* What to work on:
The records below are to be transcribed exactly, with the pictures removed.
Start of Supplied data
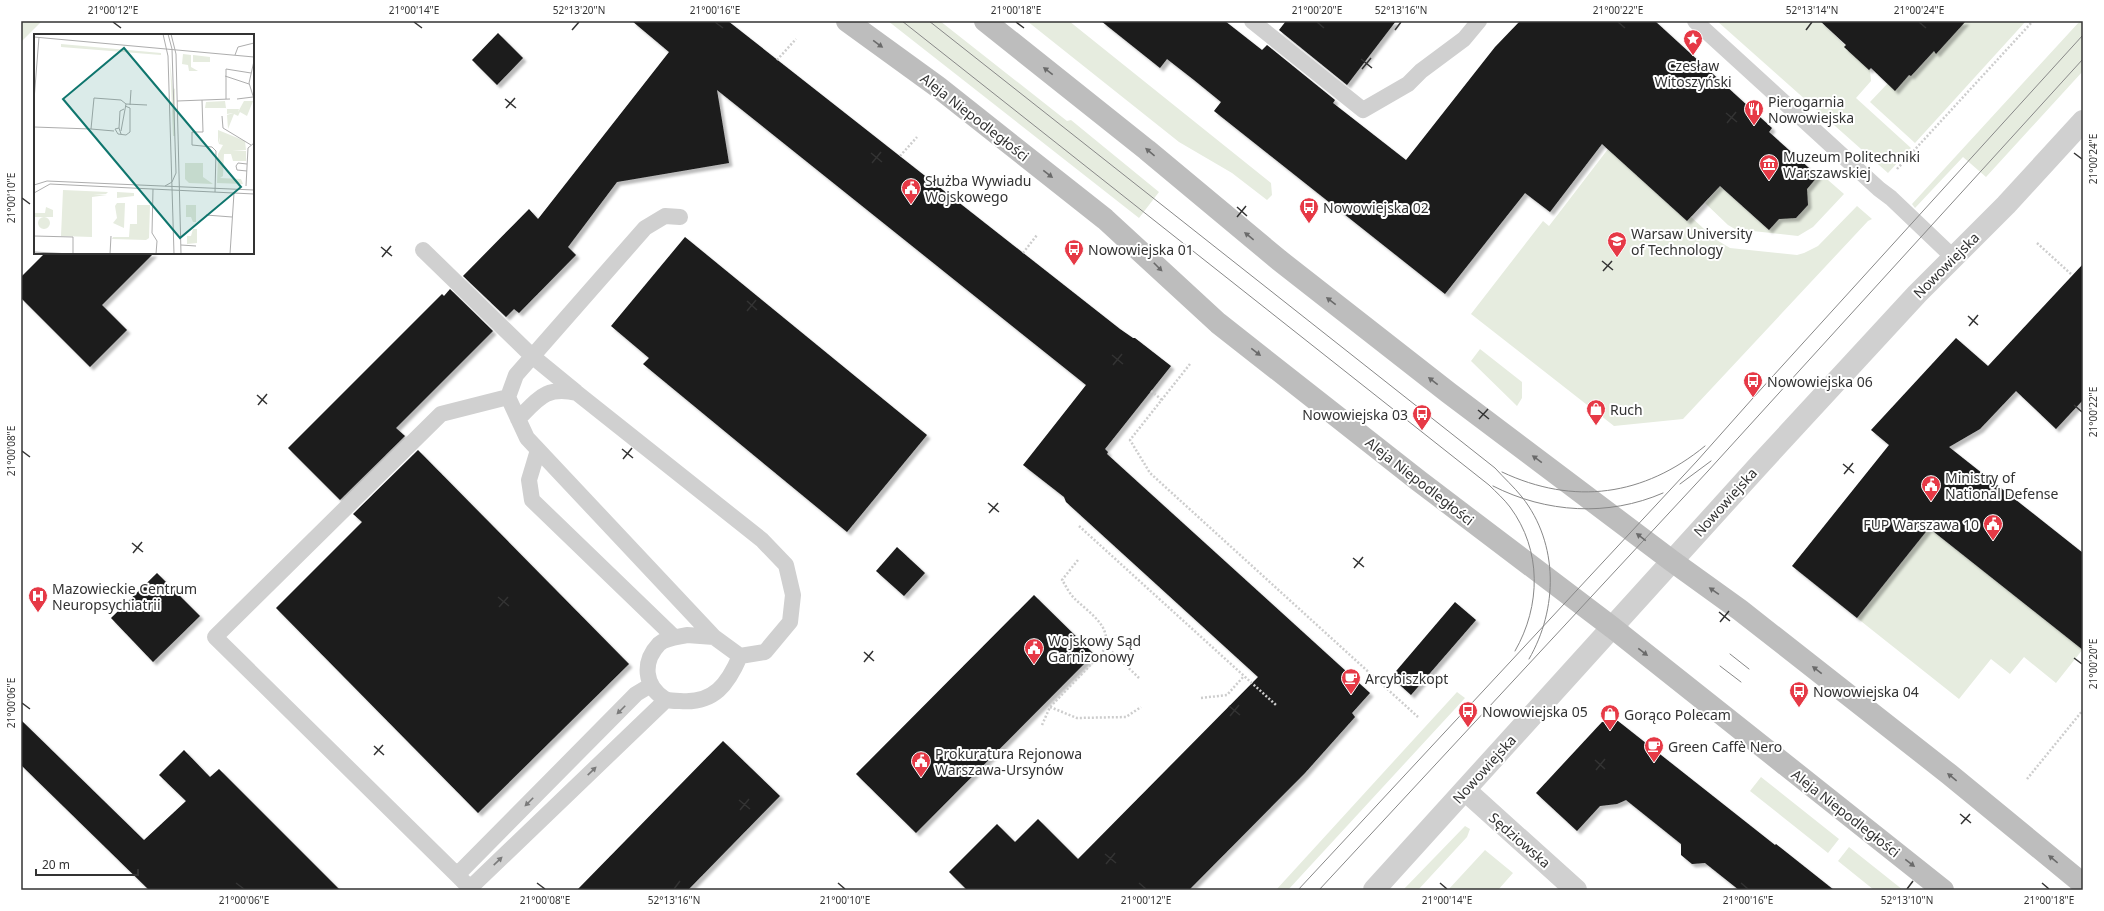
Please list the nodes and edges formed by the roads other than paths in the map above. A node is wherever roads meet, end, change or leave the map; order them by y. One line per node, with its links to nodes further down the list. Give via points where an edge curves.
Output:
1 (847, 21): 16 (main road, Aleja Niepodległości, one-way to 16, via 938,87 1105,219 1218,323 1419,482)
2 (985, 21): 15 (main road, one-way to 2, via 1449,393 1286,265 1148,150)
3 (1252, 21): 4 (lane, via 1363,110 1408,84 1464,39)
4 (1479, 21)
5 (1695, 21): 9 (lane)
6 (2083, 121): 9 (street, Nowowiejska)
7 (680, 217): 10 (lane, via 665,216 645,228)
8 (423, 250): 10 (lane)
9 (1954, 258): 15 (street, Nowowiejska, via 1916,294)
10 (532, 356): 11 (lane); 12 (lane, via 516,375)
11 (577, 394): 13 (lane, via 560,390 541,396); 19 (lane, via 762,540 786,565 793,595 790,622 765,652)
12 (508, 397): 13 (lane); 23 (lane, via 441,414 215,637)
13 (518, 419): 14 (lane, via 526,438)
14 (538, 450): 17 (lane, via 529,480 532,500); 18 (lane)
15 (1672, 561): 16 (street, Nowowiejska); 24 (main road, one-way to 15, via 1762,626)
16 (1613, 628): 22 (street, Nowowiejska); 28 (main road, Aleja Niepodległości, one-way to 28)
17 (674, 637): 18 (lane); 20 (lane, via 659,644 649,660 647,675)
18 (714, 637): 19 (lane)
19 (740, 656): 21 (lane, via 731,677 716,694 691,702)
20 (651, 686): 21 (lane); 23 (lane, one-way to 23, via 636,694)
21 (666, 700): 25 (lane, one-way to 21)
22 (1465, 790): 26 (street, Nowowiejska); 27 (street, Sędziowska)
23 (457, 875): 25 (lane)
24 (2083, 884)
25 (469, 889)
26 (1374, 890)
27 (1576, 890)
28 (1943, 890)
End of Supplied data
* Solution to this problem:
Please list the nodes and edges formed by the roads other than paths in the map above. A node is wherever roads meet, end, change or leave the map; order them by y. One line per node, with its links to nodes further down the list. Give via points where an edge curves.
Output:
1 (847, 21): 16 (main road, Aleja Niepodległości, one-way to 16, via 938,87 1105,219 1218,323 1419,482)
2 (985, 21): 15 (main road, one-way to 2, via 1449,393 1286,265 1148,150)
3 (1252, 21): 4 (lane, via 1363,110 1408,84 1464,39)
4 (1479, 21)
5 (1695, 21): 9 (lane)
6 (2083, 121): 9 (street, Nowowiejska)
7 (680, 217): 10 (lane, via 665,216 645,228)
8 (423, 250): 10 (lane)
9 (1954, 258): 15 (street, Nowowiejska, via 1916,294)
10 (532, 356): 11 (lane); 12 (lane, via 516,375)
11 (577, 394): 13 (lane, via 560,390 541,396); 19 (lane, via 762,540 786,565 793,595 790,622 765,652)
12 (508, 397): 13 (lane); 23 (lane, via 441,414 215,637)
13 (518, 419): 14 (lane, via 526,438)
14 (538, 450): 17 (lane, via 529,480 532,500); 18 (lane)
15 (1672, 561): 16 (street, Nowowiejska); 24 (main road, one-way to 15, via 1762,626)
16 (1613, 628): 22 (street, Nowowiejska); 28 (main road, Aleja Niepodległości, one-way to 28)
17 (674, 637): 18 (lane); 20 (lane, via 659,644 649,660 647,675)
18 (714, 637): 19 (lane)
19 (740, 656): 21 (lane, via 731,677 716,694 691,702)
20 (651, 686): 21 (lane); 23 (lane, one-way to 23, via 636,694)
21 (666, 700): 25 (lane, one-way to 21)
22 (1465, 790): 26 (street, Nowowiejska); 27 (street, Sędziowska)
23 (457, 875): 25 (lane)
24 (2083, 884)
25 (469, 889)
26 (1374, 890)
27 (1576, 890)
28 (1943, 890)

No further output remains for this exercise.